- Extracted records

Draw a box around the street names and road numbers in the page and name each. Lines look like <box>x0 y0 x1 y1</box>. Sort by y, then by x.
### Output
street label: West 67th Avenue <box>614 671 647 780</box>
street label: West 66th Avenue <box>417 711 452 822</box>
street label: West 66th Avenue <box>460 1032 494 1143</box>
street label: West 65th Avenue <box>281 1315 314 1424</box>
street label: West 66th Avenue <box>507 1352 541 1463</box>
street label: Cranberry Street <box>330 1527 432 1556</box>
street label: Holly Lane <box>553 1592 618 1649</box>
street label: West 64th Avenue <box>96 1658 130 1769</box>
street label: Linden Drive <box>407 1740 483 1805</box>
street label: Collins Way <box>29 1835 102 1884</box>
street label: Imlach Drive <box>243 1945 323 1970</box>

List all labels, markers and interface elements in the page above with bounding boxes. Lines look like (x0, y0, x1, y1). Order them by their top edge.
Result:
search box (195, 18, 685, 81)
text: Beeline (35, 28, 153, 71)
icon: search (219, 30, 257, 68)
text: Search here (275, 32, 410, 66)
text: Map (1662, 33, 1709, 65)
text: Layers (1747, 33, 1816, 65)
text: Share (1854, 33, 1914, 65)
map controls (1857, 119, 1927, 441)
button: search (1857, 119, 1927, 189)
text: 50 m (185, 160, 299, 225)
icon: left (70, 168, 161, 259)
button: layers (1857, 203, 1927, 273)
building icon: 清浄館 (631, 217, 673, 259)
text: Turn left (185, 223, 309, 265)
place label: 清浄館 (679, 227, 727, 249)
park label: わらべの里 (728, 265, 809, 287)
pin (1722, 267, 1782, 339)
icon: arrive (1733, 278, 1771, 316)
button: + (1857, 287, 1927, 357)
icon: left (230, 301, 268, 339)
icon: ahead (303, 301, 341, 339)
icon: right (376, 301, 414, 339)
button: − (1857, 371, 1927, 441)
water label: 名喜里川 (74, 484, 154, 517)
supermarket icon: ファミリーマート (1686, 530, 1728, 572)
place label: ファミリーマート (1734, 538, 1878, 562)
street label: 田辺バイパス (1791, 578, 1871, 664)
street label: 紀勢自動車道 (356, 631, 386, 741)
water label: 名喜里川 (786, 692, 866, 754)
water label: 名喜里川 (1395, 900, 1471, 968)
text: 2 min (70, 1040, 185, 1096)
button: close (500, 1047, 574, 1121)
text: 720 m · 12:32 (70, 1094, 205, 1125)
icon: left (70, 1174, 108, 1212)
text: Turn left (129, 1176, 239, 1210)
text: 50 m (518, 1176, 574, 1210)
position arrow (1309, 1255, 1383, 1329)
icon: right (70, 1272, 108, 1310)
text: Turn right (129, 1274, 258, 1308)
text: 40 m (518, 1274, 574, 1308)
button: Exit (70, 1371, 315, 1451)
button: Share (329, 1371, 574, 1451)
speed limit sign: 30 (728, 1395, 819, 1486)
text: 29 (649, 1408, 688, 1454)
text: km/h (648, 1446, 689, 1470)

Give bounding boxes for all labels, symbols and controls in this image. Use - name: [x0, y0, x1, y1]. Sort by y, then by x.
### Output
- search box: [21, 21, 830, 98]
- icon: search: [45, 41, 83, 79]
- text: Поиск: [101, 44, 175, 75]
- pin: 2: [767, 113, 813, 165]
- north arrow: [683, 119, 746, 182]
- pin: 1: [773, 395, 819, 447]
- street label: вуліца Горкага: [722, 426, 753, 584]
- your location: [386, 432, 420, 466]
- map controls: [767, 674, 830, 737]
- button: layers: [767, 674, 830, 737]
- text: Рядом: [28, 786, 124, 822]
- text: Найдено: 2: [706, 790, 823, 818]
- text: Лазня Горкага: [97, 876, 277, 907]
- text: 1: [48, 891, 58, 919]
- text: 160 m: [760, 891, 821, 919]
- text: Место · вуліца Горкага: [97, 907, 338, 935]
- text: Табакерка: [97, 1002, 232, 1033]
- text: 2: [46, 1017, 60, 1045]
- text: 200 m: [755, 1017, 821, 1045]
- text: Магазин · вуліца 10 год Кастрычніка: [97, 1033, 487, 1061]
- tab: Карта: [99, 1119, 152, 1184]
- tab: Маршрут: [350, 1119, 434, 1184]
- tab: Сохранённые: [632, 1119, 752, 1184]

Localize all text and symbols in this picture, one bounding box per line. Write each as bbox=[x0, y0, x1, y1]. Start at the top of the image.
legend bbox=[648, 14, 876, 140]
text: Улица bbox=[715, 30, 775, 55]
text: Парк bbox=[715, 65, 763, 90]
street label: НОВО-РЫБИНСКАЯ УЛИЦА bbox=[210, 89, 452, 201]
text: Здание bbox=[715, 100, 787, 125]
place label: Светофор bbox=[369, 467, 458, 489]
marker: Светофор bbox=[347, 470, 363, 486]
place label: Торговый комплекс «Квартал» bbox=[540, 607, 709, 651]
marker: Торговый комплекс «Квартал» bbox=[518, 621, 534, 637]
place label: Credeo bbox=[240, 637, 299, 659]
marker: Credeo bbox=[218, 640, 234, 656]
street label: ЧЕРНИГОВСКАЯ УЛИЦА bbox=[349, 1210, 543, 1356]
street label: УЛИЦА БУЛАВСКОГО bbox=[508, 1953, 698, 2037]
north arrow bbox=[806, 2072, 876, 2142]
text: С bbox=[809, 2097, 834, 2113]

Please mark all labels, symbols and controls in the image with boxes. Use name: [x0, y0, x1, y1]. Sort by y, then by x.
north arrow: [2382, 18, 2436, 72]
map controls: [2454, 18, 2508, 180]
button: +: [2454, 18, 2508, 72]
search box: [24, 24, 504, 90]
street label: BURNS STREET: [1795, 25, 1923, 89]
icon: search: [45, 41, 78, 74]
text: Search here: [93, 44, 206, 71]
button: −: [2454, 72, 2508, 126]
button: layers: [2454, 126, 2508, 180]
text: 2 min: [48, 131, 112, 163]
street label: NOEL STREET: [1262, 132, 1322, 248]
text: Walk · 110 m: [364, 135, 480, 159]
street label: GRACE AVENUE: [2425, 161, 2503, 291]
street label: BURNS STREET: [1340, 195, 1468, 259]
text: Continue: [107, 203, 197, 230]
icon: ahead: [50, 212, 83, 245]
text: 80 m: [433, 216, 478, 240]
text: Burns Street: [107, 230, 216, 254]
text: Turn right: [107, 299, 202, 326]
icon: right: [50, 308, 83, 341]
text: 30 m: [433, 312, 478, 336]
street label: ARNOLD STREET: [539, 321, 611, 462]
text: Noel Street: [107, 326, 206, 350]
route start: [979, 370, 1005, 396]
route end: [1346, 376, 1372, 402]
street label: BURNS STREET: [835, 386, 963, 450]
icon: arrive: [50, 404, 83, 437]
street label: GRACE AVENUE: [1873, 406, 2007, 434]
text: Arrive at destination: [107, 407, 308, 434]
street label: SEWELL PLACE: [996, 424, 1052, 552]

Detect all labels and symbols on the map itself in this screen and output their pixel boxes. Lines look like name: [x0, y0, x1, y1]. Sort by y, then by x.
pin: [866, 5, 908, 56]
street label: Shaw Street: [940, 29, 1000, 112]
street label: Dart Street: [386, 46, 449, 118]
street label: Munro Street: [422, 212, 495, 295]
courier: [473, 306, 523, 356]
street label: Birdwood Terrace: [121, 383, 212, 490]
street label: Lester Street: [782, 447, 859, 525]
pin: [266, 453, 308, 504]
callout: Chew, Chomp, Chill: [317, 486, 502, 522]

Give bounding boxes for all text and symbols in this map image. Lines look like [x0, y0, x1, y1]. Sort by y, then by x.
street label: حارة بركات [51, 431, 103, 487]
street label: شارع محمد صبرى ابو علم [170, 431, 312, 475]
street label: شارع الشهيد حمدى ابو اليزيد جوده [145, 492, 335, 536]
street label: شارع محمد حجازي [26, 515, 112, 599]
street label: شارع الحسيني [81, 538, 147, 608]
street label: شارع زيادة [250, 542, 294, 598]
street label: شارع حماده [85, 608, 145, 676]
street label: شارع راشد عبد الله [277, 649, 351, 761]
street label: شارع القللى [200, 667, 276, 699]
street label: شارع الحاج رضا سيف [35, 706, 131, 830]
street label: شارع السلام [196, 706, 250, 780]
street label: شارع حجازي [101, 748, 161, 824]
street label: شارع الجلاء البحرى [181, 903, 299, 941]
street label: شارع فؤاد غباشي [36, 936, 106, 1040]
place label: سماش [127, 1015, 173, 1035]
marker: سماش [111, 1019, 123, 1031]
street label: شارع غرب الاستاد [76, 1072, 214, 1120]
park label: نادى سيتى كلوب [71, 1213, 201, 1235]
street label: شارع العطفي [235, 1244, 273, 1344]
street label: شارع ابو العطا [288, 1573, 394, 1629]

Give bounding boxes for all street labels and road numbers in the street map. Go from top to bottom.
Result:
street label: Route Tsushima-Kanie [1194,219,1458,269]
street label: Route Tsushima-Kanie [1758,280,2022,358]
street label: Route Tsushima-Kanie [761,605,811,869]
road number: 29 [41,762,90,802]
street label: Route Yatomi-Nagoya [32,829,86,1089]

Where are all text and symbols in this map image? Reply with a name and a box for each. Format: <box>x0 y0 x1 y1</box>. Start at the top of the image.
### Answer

- Task to carry out
Retype, exactly and in full, the lines above from the one containing "List all labels, markers" through the one containing "Give bounding boxes for all labels, symbols".

- Exercise result
List all labels, markers and interface elements in the page above with bounding boxes. Lines look like (x0, y0, x1, y1). Order them by their top edge.
Result:
search box (195, 18, 685, 81)
text: Beeline (35, 28, 153, 71)
icon: search (219, 30, 257, 68)
text: Search here (275, 32, 410, 66)
text: Map (1662, 33, 1709, 65)
text: Layers (1747, 33, 1816, 65)
text: Share (1854, 33, 1914, 65)
map controls (1857, 119, 1927, 441)
button: search (1857, 119, 1927, 189)
text: 50 m (185, 160, 299, 225)
icon: left (70, 168, 161, 259)
button: layers (1857, 203, 1927, 273)
building icon: 清浄館 (631, 217, 673, 259)
text: Turn left (185, 223, 309, 265)
place label: 清浄館 (679, 227, 727, 249)
park label: わらべの里 (728, 265, 809, 287)
pin (1722, 267, 1782, 339)
icon: arrive (1733, 278, 1771, 316)
button: + (1857, 287, 1927, 357)
icon: left (230, 301, 268, 339)
icon: ahead (303, 301, 341, 339)
icon: right (376, 301, 414, 339)
button: − (1857, 371, 1927, 441)
water label: 名喜里川 (74, 484, 154, 517)
supermarket icon: ファミリーマート (1686, 530, 1728, 572)
place label: ファミリーマート (1734, 538, 1878, 562)
street label: 田辺バイパス (1791, 578, 1871, 664)
street label: 紀勢自動車道 (356, 631, 386, 741)
water label: 名喜里川 (786, 692, 866, 754)
water label: 名喜里川 (1395, 900, 1471, 968)
text: 2 min (70, 1040, 185, 1096)
button: close (500, 1047, 574, 1121)
text: 720 m · 12:32 (70, 1094, 205, 1125)
icon: left (70, 1174, 108, 1212)
text: Turn left (129, 1176, 239, 1210)
text: 50 m (518, 1176, 574, 1210)
position arrow (1309, 1255, 1383, 1329)
icon: right (70, 1272, 108, 1310)
text: Turn right (129, 1274, 258, 1308)
text: 40 m (518, 1274, 574, 1308)
button: Exit (70, 1371, 315, 1451)
button: Share (329, 1371, 574, 1451)
speed limit sign: 30 (728, 1395, 819, 1486)
text: 29 (649, 1408, 688, 1454)
text: km/h (648, 1446, 689, 1470)

Give bounding boxes for all labels, symbols and controls in this image. Use - name: [x0, y0, x1, y1]. Sort by y, then by x.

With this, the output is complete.